Tk Library Source Code

View Ticket
Login
Ticket UUID: 2783215
Title: search result is incorrect with multibyte characters
Type: Bug Version: None
Submitter: zhangweiwu Created on: 2009-04-28 21:25:19
Subsystem: ldap Assigned To: mic42
Priority: 5 Medium Severity:
Status: Closed Last Modified: 2009-04-30 10:38:23
Resolution: Invalid Closed By: zhangweiwu
    Closed on: 2009-04-30 03:38:23
Description:
This problem is best explained with the screenshot I attached.

In my case all Chinese characters are broken, I think other multibyte UTF-8 string data should also be broken. Easily reproducible, we have this problem on Windows as well as Linux (where the screenshot was taken). The screenshot was taken from a system with UTF-8 locale setting.
User Comments: zhangweiwu added on 2009-04-30 10:38:23:

allow_comments - 1

Thanks for your support. I could not understand it but the fix does work for me (using encoding convertfrom utf-8).

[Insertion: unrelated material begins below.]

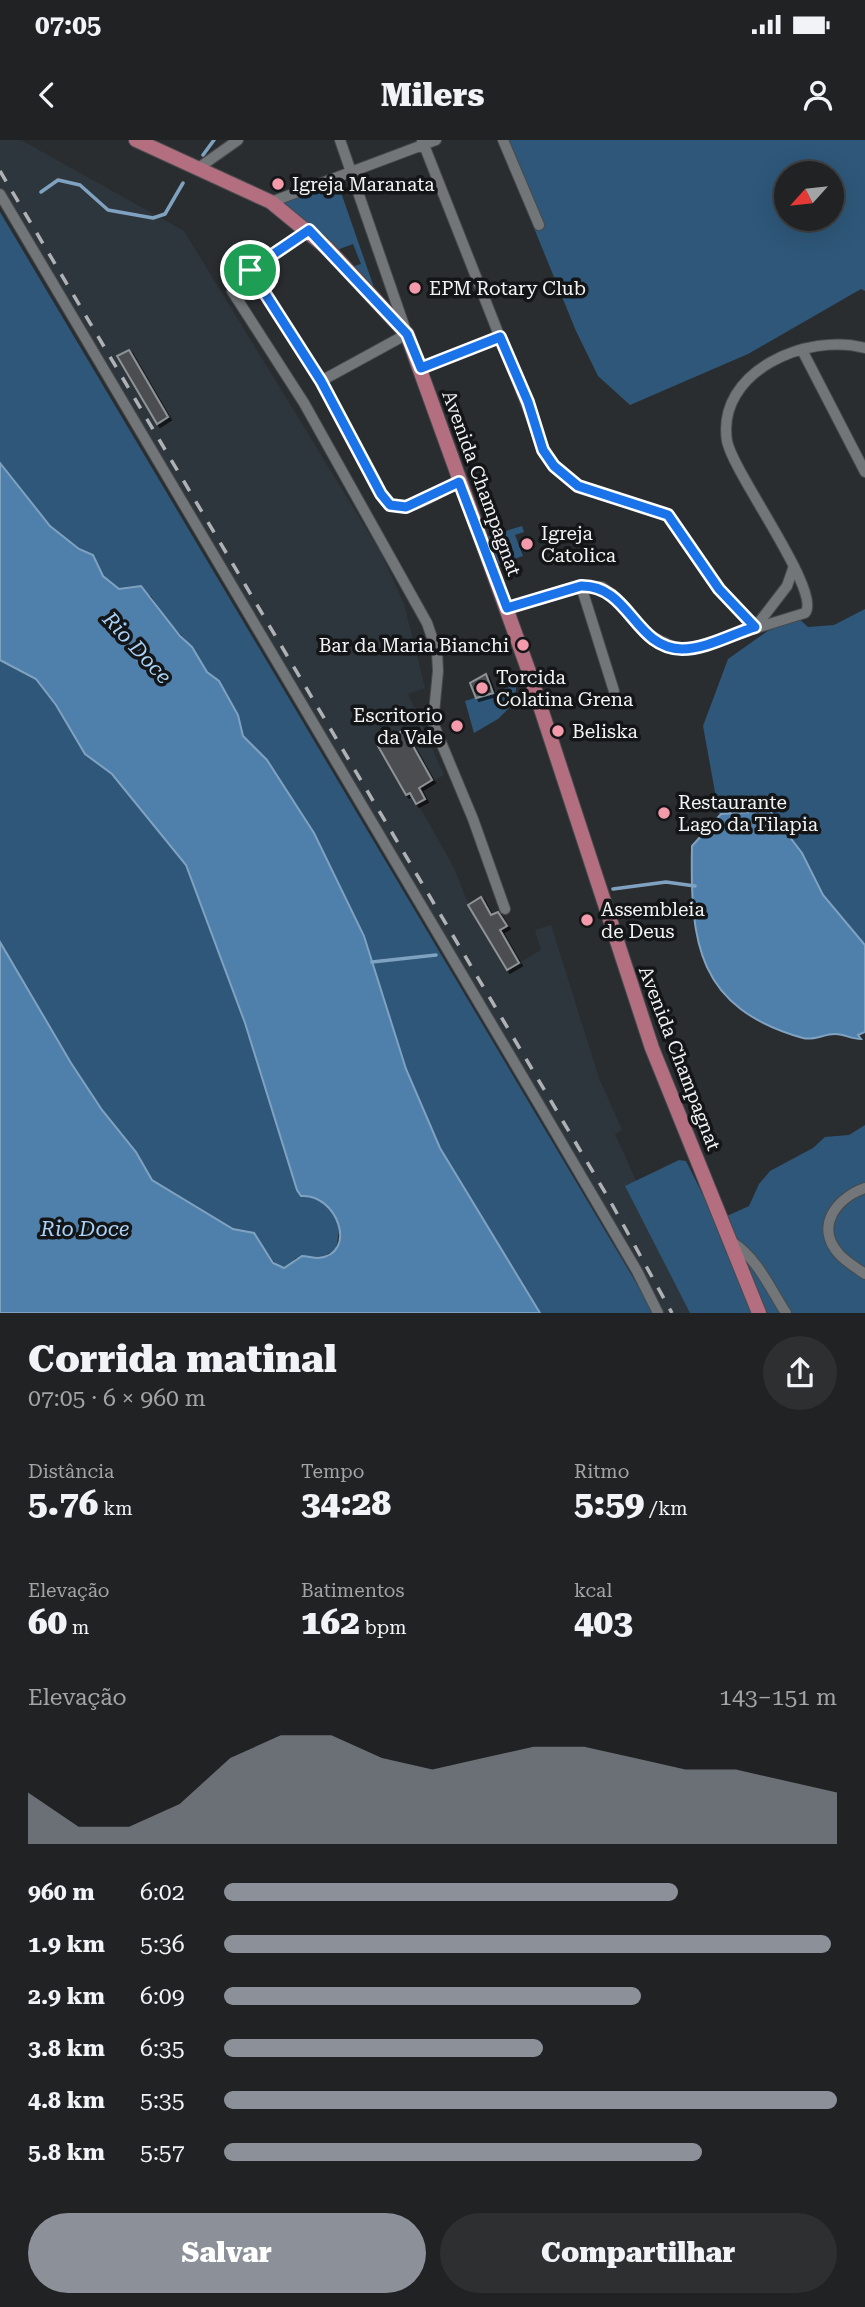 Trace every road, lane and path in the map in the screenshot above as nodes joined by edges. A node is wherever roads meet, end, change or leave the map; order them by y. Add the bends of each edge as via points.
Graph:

Reason I could not understand it: I used to code in php and from there the data obtained from ldap search is UTF-8. I especially don't know what sense it make to convert from utf-8 when current locale is utf-8, which means converting from utf-8 to utf-8 solves the problem! But anyway thanks for quick respons, two days later we have big problem delaying the business.

mic42 added on 2009-04-30 03:38:43:
The results of an ldap search are not autoconverted, because they might be binary data and not utf-8 encoded, for example jpegPhoto attributes or similar things.

Please check if you get the correct result if you apply [encoding convertfrom utf-8 $data] to the results you get. If that is the case this is the expected behaviour, if not its really a bug.

The ldapx package has some helpers to do this automatically, see the documentation at:
http://tcllib.sourceforge.net/doc/ldapx.html especially the -utf8 option.

zhangweiwu added on 2009-04-29 04:25:19:

File Added - 324852: tclbug.png

Attachments: